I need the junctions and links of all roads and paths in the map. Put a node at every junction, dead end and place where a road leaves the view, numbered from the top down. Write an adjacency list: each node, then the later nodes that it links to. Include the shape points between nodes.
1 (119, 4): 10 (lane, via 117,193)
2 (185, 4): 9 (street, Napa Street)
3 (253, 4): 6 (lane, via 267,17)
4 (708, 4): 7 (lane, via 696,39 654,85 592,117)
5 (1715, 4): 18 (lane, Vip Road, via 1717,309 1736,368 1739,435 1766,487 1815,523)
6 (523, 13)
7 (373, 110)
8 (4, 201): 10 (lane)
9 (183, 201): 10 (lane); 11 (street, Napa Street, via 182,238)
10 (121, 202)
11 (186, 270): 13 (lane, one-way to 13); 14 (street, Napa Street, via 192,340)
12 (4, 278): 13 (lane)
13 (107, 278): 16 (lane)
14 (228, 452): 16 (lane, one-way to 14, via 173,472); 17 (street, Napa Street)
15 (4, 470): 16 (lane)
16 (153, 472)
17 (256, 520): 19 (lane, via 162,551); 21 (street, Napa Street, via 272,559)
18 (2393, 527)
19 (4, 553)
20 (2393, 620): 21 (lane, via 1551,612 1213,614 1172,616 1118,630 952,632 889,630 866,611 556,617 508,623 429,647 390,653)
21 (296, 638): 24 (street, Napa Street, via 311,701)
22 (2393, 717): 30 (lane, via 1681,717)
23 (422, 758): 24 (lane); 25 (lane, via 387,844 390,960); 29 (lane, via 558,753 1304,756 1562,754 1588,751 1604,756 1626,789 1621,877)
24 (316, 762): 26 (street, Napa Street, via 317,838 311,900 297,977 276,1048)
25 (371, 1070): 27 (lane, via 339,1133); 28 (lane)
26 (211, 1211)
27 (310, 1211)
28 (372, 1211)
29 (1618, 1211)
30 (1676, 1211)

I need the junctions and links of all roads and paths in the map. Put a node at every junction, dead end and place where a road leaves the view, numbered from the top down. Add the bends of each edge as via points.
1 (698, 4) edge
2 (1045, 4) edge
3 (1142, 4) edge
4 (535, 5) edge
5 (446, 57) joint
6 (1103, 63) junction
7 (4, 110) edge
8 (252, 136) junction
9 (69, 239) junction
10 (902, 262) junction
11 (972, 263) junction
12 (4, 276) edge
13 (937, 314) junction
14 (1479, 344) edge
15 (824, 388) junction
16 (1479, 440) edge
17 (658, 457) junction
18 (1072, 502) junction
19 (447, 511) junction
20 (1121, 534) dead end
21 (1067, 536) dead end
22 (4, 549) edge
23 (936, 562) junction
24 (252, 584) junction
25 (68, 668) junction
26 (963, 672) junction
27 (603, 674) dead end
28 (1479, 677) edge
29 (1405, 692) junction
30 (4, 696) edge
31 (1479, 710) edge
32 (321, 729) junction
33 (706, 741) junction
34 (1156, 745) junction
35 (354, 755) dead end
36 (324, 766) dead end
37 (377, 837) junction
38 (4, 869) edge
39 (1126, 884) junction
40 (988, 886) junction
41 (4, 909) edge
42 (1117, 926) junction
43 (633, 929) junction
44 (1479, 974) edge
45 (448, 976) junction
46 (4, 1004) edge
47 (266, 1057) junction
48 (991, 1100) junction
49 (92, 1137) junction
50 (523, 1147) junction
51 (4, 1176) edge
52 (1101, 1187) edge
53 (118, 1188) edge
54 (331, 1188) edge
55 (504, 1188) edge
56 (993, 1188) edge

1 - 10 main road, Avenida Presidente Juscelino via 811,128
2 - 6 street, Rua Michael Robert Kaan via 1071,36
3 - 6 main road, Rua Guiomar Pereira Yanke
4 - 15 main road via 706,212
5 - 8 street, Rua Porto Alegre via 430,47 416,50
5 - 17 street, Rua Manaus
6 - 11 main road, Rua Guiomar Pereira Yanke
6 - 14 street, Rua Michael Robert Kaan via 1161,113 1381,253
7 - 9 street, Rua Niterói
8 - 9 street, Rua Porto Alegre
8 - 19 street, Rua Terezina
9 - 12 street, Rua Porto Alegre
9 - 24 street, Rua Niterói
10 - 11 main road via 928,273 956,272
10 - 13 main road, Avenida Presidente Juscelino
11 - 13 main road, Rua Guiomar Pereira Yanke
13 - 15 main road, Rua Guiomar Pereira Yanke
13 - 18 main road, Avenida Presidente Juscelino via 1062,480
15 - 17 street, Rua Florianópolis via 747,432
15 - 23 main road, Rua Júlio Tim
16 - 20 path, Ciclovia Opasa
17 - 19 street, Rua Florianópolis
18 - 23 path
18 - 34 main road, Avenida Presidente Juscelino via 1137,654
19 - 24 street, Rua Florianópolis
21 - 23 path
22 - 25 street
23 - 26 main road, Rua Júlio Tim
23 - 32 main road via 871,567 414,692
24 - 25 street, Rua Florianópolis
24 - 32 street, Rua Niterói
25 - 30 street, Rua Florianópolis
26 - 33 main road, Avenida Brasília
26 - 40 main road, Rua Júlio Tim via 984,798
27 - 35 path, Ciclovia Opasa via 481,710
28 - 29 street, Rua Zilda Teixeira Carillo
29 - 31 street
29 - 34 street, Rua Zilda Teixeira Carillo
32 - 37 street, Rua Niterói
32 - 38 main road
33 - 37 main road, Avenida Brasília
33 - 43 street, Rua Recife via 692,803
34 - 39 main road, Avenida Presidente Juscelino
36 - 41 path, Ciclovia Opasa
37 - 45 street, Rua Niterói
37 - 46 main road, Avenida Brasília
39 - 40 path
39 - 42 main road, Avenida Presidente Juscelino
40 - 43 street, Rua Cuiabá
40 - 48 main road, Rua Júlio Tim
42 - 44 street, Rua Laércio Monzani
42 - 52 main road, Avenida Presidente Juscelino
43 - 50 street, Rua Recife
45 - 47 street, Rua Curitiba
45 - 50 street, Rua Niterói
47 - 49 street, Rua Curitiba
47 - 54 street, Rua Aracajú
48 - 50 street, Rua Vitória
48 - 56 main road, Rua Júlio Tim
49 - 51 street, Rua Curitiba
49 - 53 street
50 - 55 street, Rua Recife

• • • • •

▶ _Required work_:
Determine the number of lines in the entries that contain the word "Juscelino". Give that number and nothing more.

▶ _Exercise result_:
7